Location of Gouzeaucourt

Gouzeaucourt, a village in north-eastern France, found itself occupied early in WWI. It saw heavy fighting in the later stages of the war, eventually being deliberately destroyed by retreating German troops during 1917.

As the German army advanced into France in 1914, Gouzeaucourt was overrun. Behind enemy lines, most of the war was spent under occupation. A strict ‘occupation regime’ was imposed until the remaining population were forcibly moved out of Gouzeaucourt in 1917 to prepare for the German tactical withdrawal to the Hindenburg Line in 1917. Allied troops advancing in the spring of 1917 found a deserted and destroyed land.

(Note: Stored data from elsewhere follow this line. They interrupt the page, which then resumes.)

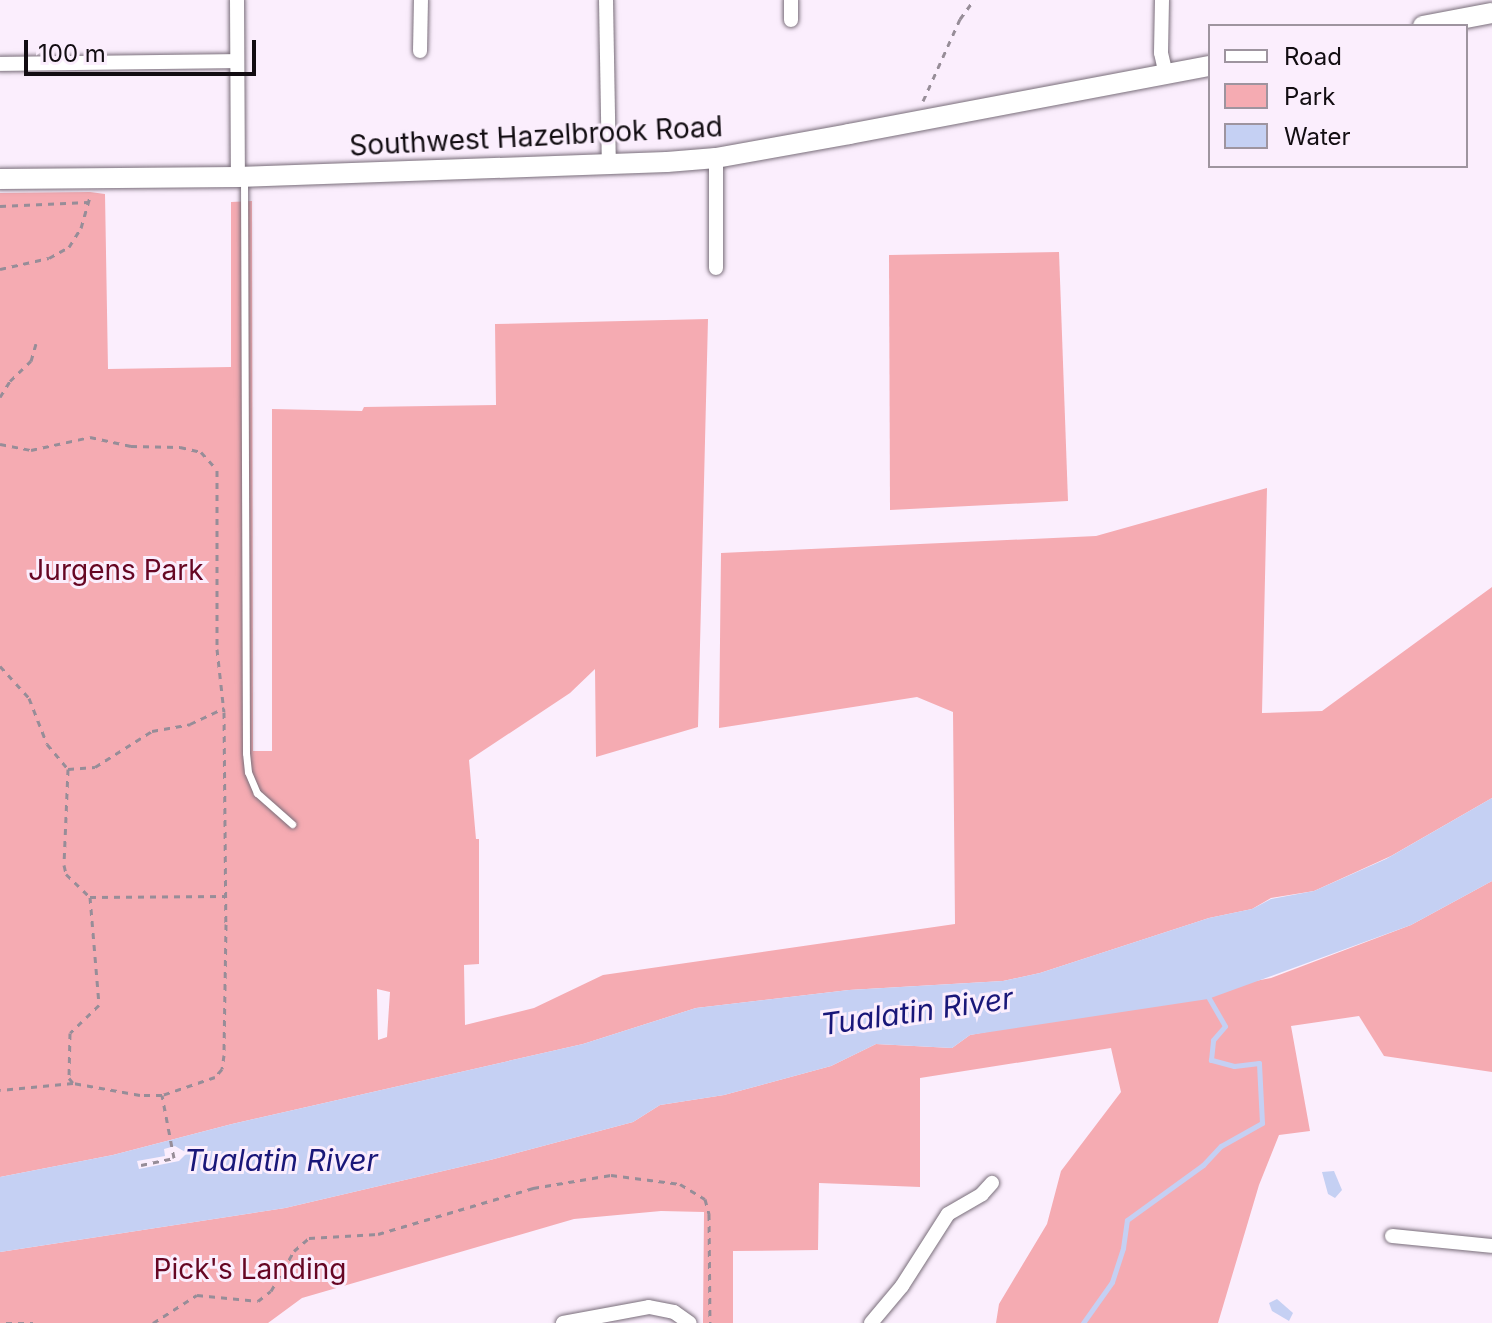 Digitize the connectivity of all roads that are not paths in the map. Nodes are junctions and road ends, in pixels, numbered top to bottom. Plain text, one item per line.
1 (237, 0) edge
2 (421, 0) edge
3 (606, 0) edge
4 (791, 0) edge
5 (1162, 0) edge
6 (1492, 13) edge
7 (791, 20) dead end
8 (1434, 24) edge
9 (420, 51) dead end
10 (236, 61) junction
11 (0, 64) edge
12 (1208, 66) edge
13 (1166, 74) junction
14 (716, 158) junction
15 (609, 164) junction
16 (241, 177) junction
17 (0, 179) edge
18 (716, 268) dead end
19 (292, 824) dead end
20 (992, 1183) dead end
21 (1392, 1236) dead end
22 (1492, 1246) edge
23 (563, 1323) edge
24 (690, 1323) edge
25 (871, 1323) edge

1 - 10 street
2 - 9 street
3 - 15 street
4 - 7 street
5 - 13 street
6 - 8 street
10 - 11 street
10 - 16 street
12 - 13 street, Southwest Hazelbrook Road
13 - 14 street, Southwest Hazelbrook Road
14 - 15 street, Southwest Hazelbrook Road
14 - 18 street
15 - 16 street, Southwest Hazelbrook Road
16 - 17 street, Southwest Hazelbrook Road
16 - 19 lane
20 - 25 street
21 - 22 street
23 - 24 street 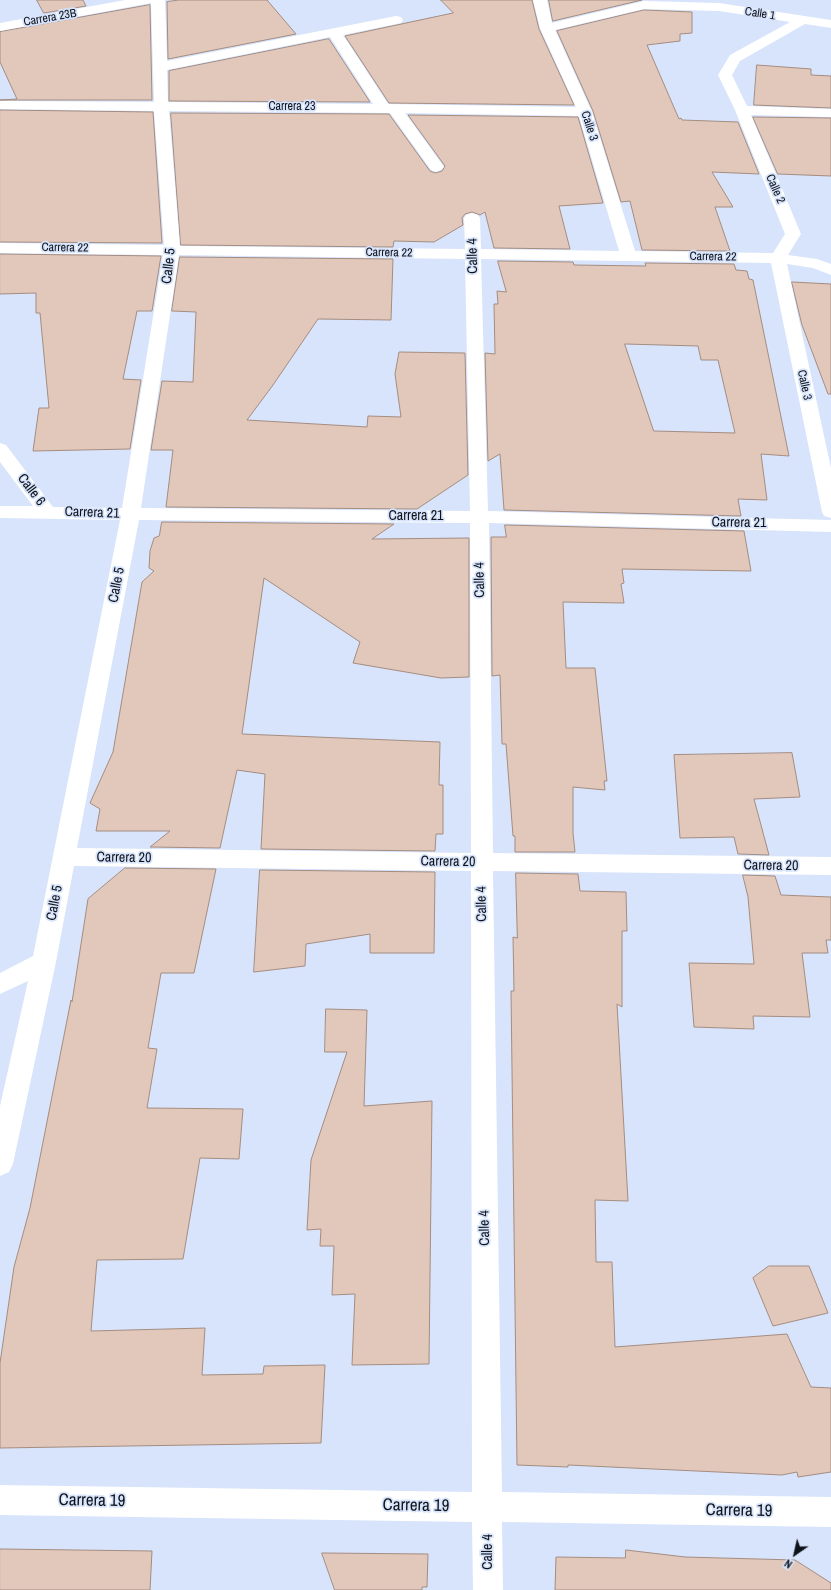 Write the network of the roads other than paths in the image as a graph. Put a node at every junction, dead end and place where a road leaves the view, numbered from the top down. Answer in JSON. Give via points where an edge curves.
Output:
{"nodes":[{"id":1,"x":147,"y":0,"type":"edge"},
{"id":2,"x":158,"y":0,"type":"edge"},
{"id":3,"x":540,"y":0,"type":"edge"},
{"id":4,"x":396,"y":20,"type":"dead end"},
{"id":5,"x":803,"y":20,"type":"junction"},
{"id":6,"x":831,"y":24,"type":"edge"},
{"id":7,"x":0,"y":26,"type":"edge"},
{"id":8,"x":548,"y":28,"type":"junction"},
{"id":9,"x":334,"y":32,"type":"junction"},
{"id":10,"x":160,"y":67,"type":"junction"},
{"id":11,"x":0,"y":105,"type":"edge"},
{"id":12,"x":161,"y":107,"type":"junction"},
{"id":13,"x":389,"y":108,"type":"junction"},
{"id":14,"x":742,"y":110,"type":"junction"},
{"id":15,"x":585,"y":112,"type":"junction"},
{"id":16,"x":831,"y":113,"type":"edge"},
{"id":17,"x":436,"y":167,"type":"dead end"},
{"id":18,"x":472,"y":218,"type":"dead end"},
{"id":19,"x":0,"y":248,"type":"edge"},
{"id":20,"x":172,"y":250,"type":"junction"},
{"id":21,"x":472,"y":254,"type":"junction"},
{"id":22,"x":628,"y":256,"type":"junction"},
{"id":23,"x":778,"y":258,"type":"junction"},
{"id":24,"x":831,"y":270,"type":"edge"},
{"id":25,"x":0,"y":449,"type":"edge"},
{"id":26,"x":0,"y":512,"type":"edge"},
{"id":27,"x":47,"y":512,"type":"junction"},
{"id":28,"x":831,"y":512,"type":"edge"},
{"id":29,"x":130,"y":514,"type":"junction"},
{"id":30,"x":479,"y":517,"type":"junction"},
{"id":31,"x":831,"y":526,"type":"edge"},
{"id":32,"x":64,"y":858,"type":"junction"},
{"id":33,"x":482,"y":863,"type":"junction"},
{"id":34,"x":831,"y":866,"type":"edge"},
{"id":35,"x":44,"y":962,"type":"junction"},
{"id":36,"x":0,"y":984,"type":"edge"},
{"id":37,"x":0,"y":1164,"type":"edge"},
{"id":38,"x":0,"y":1500,"type":"edge"},
{"id":39,"x":488,"y":1507,"type":"junction"},
{"id":40,"x":831,"y":1512,"type":"edge"},
{"id":41,"x":488,"y":1590,"type":"edge"}],
"edges":[{"from":1,"to":7,"type":"street","name":"Carrera 23B"},
{"from":2,"to":10,"type":"street","name":"Calle 5"},
{"from":3,"to":8,"type":"street","name":"Calle 3"},
{"from":4,"to":9,"type":"street"},
{"from":5,"to":6,"type":"street","name":"Calle 1"},
{"from":5,"to":8,"type":"street","name":"Calle 1","via":[[719,7],[644,6]]},
{"from":5,"to":14,"type":"street","name":"Calle 2","via":[[734,58],[725,76]]},
{"from":8,"to":15,"type":"street","name":"Calle 3"},
{"from":9,"to":10,"type":"street"},
{"from":9,"to":13,"type":"street"},
{"from":10,"to":12,"type":"street","name":"Calle 5"},
{"from":11,"to":12,"type":"street","name":"Carrera 23"},
{"from":12,"to":13,"type":"street","name":"Carrera 23"},
{"from":12,"to":20,"type":"street","name":"Calle 5"},
{"from":13,"to":15,"type":"street","name":"Carrera 23"},
{"from":13,"to":17,"type":"street"},
{"from":14,"to":16,"type":"street"},
{"from":14,"to":23,"type":"street","name":"Calle 2","via":[[793,234]]},
{"from":15,"to":22,"type":"street","name":"Calle 3"},
{"from":18,"to":21,"type":"street","name":"Calle 4"},
{"from":19,"to":20,"type":"street","name":"Carrera 22"},
{"from":20,"to":21,"type":"street","name":"Carrera 22"},
{"from":20,"to":29,"type":"street","name":"Calle 5"},
{"from":21,"to":22,"type":"street","name":"Carrera 22"},
{"from":21,"to":30,"type":"street","name":"Calle 4"},
{"from":22,"to":23,"type":"street","name":"Carrera 22"},
{"from":23,"to":24,"type":"street","via":[[818,264]]},
{"from":23,"to":28,"type":"street","name":"Calle 3"},
{"from":25,"to":27,"type":"street","name":"Calle 6"},
{"from":26,"to":27,"type":"street","name":"Carrera 21"},
{"from":27,"to":29,"type":"street","name":"Carrera 21"},
{"from":29,"to":30,"type":"street","name":"Carrera 21"},
{"from":29,"to":32,"type":"street","name":"Calle 5"},
{"from":30,"to":31,"type":"street","name":"Carrera 21"},
{"from":30,"to":33,"type":"street","name":"Calle 4"},
{"from":32,"to":33,"type":"street","name":"Carrera 20"},
{"from":32,"to":35,"type":"street","name":"Calle 5"},
{"from":33,"to":34,"type":"street","name":"Carrera 20"},
{"from":33,"to":39,"type":"street","name":"Calle 4"},
{"from":35,"to":36,"type":"street"},
{"from":35,"to":37,"type":"street","name":"Calle 5"},
{"from":38,"to":39,"type":"street","name":"Carrera 19"},
{"from":39,"to":40,"type":"street","name":"Carrera 19"},
{"from":39,"to":41,"type":"street","name":"Calle 4"}]}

Village after village “found empty, a mass of smouldering ruins”. Worcestershire Regiment in the Great War, Capt H FitzM Stacke M.C.

Gouzeaucourt shared in this destruction.

 
 
'Deborah', a British tank buried at Flesquieres, close to Gouzeaucourt,
after being disabled at the battle of Cambrai. 5 Soldiers died. Photo by Martin Addison
Tanks returning from Cambrai, 6th December 1917, on the railway at Fins
the railway which runs through Gouzeaucourt, a few miles away. 
Reproduced with kind permission from Imperial War Museum © IWM (Q 7287)

 

During late November and December of 1917 a major battle took place a few miles east from Gouzeaucourt when allied troops, having occupied the devastated countryside around Gouzeaucourt, pushed through the Hindenburg Line at Cambrai.

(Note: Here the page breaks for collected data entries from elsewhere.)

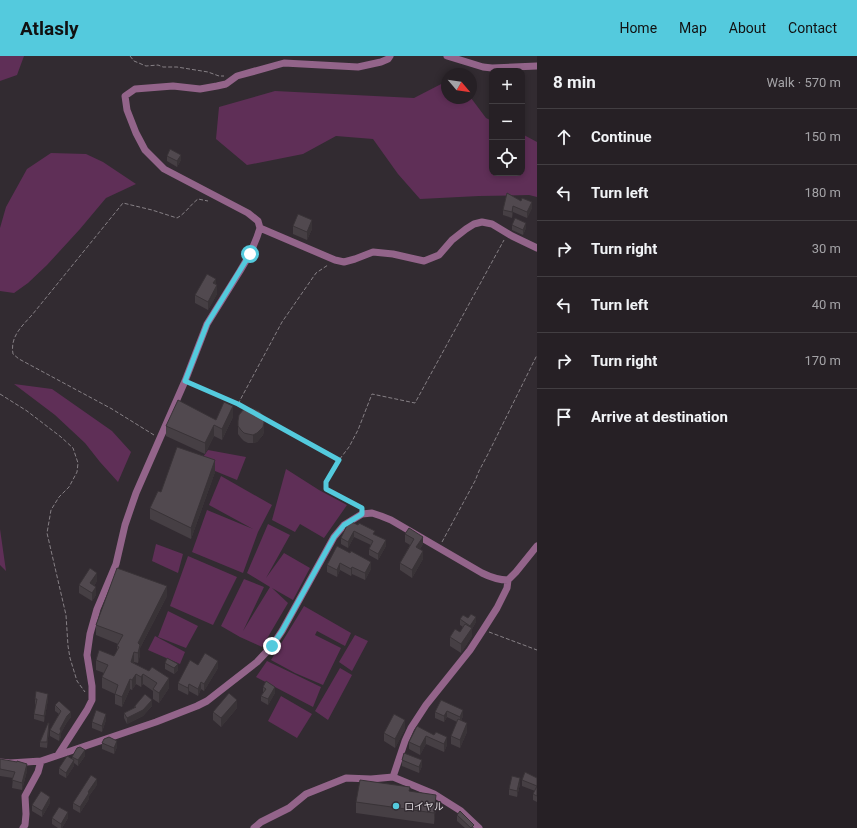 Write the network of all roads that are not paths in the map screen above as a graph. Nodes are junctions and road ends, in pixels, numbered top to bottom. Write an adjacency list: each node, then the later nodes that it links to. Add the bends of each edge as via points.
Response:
1 (390, 56): 3 (street, via 381,62 358,67)
2 (447, 56): 4 (street, via 482,67)
3 (285, 60): 5 (street, via 237,76 226,84 200,88 173,86 134,89 125,96 127,110 145,150 164,169 248,213 258,221)
4 (537, 66)
5 (260, 228): 6 (street, via 344,262 372,252 424,261 438,255 466,229 482,222 492,224); 9 (street, via 250,254 207,324 136,493 116,564 97,609 90,634 88,655 92,700)
6 (537, 248)
7 (537, 546): 8 (street)
8 (508, 580): 9 (street, via 492,578 391,520 372,513 362,514 344,525 334,537 282,631 257,662 197,706); 12 (street, via 497,608 470,650 418,716 405,741)
9 (58, 755): 10 (street)
10 (41, 761): 11 (street); 13 (street, via 25,796 26,814)
11 (0, 762)
12 (393, 777): 14 (street, via 346,778 306,794 289,808 260,822); 15 (street, via 434,794 461,811)
13 (23, 828)
14 (254, 828)
15 (479, 828)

The Battle of Cambrai is famous as the first battle in which the use of tanks by the Allies was built into the battle strategy, greatly contributing to their success. But with no follow-up plan or reserves to draw on, all the gains made at Cambrai were lost in early 1918.

 
Captain Cyril Holcroft DSO
Captain Cyril Holcroft DSO (on the right)
By kind permission of L-L Lt. Major Patrick Holcroft 

It was during this battle the Capt. Cyril Holcroft, fighting in the 2nd/8th battalion of the Worcestershire Regiment, played a significant role, earning a DSO. Although wounded while fighting a few weeks earlier at Ypres, he led his men during the fighting around Cambrai, continuing even though suffering further injury.

Cyril Holcroft, great uncle of the present Lord-Lieutenant of Worcestershire, was a solicitor at the start of WW1 when he left, with his younger brother, to volunteer in the war. He saw most of the action, while his brother, an Oxford student in 1914, became a staff officer. Both survived the war.

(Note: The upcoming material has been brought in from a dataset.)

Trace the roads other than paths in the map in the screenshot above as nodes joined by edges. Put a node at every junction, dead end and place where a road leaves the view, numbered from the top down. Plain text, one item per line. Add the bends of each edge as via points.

Lessons learnt at Cambrai, particularly in the use of tanks, were to prove decisive in the final stages of the war.

 
British built pill-box in Gouzeaucourt
British built pill-box in Gouzeaucourt. Photograph by Martin Addison

 

Gouzeaucourt had been ‘liberated’ during 1917, but was deserted and ruined. Fighting took place in and around the village for many months. A fierce encounter in November 1917 kept the village in Allied hands and the British built a pill-box there in early 1918 when the front line was briefly down the middle of the main street. It was eventually re-occupied by the German army in the spring of 1918 before final liberation towards the end of the year.

 

The village was given the Croix de Guerre in 1920 by the French government in honour of its contribution to the war effort.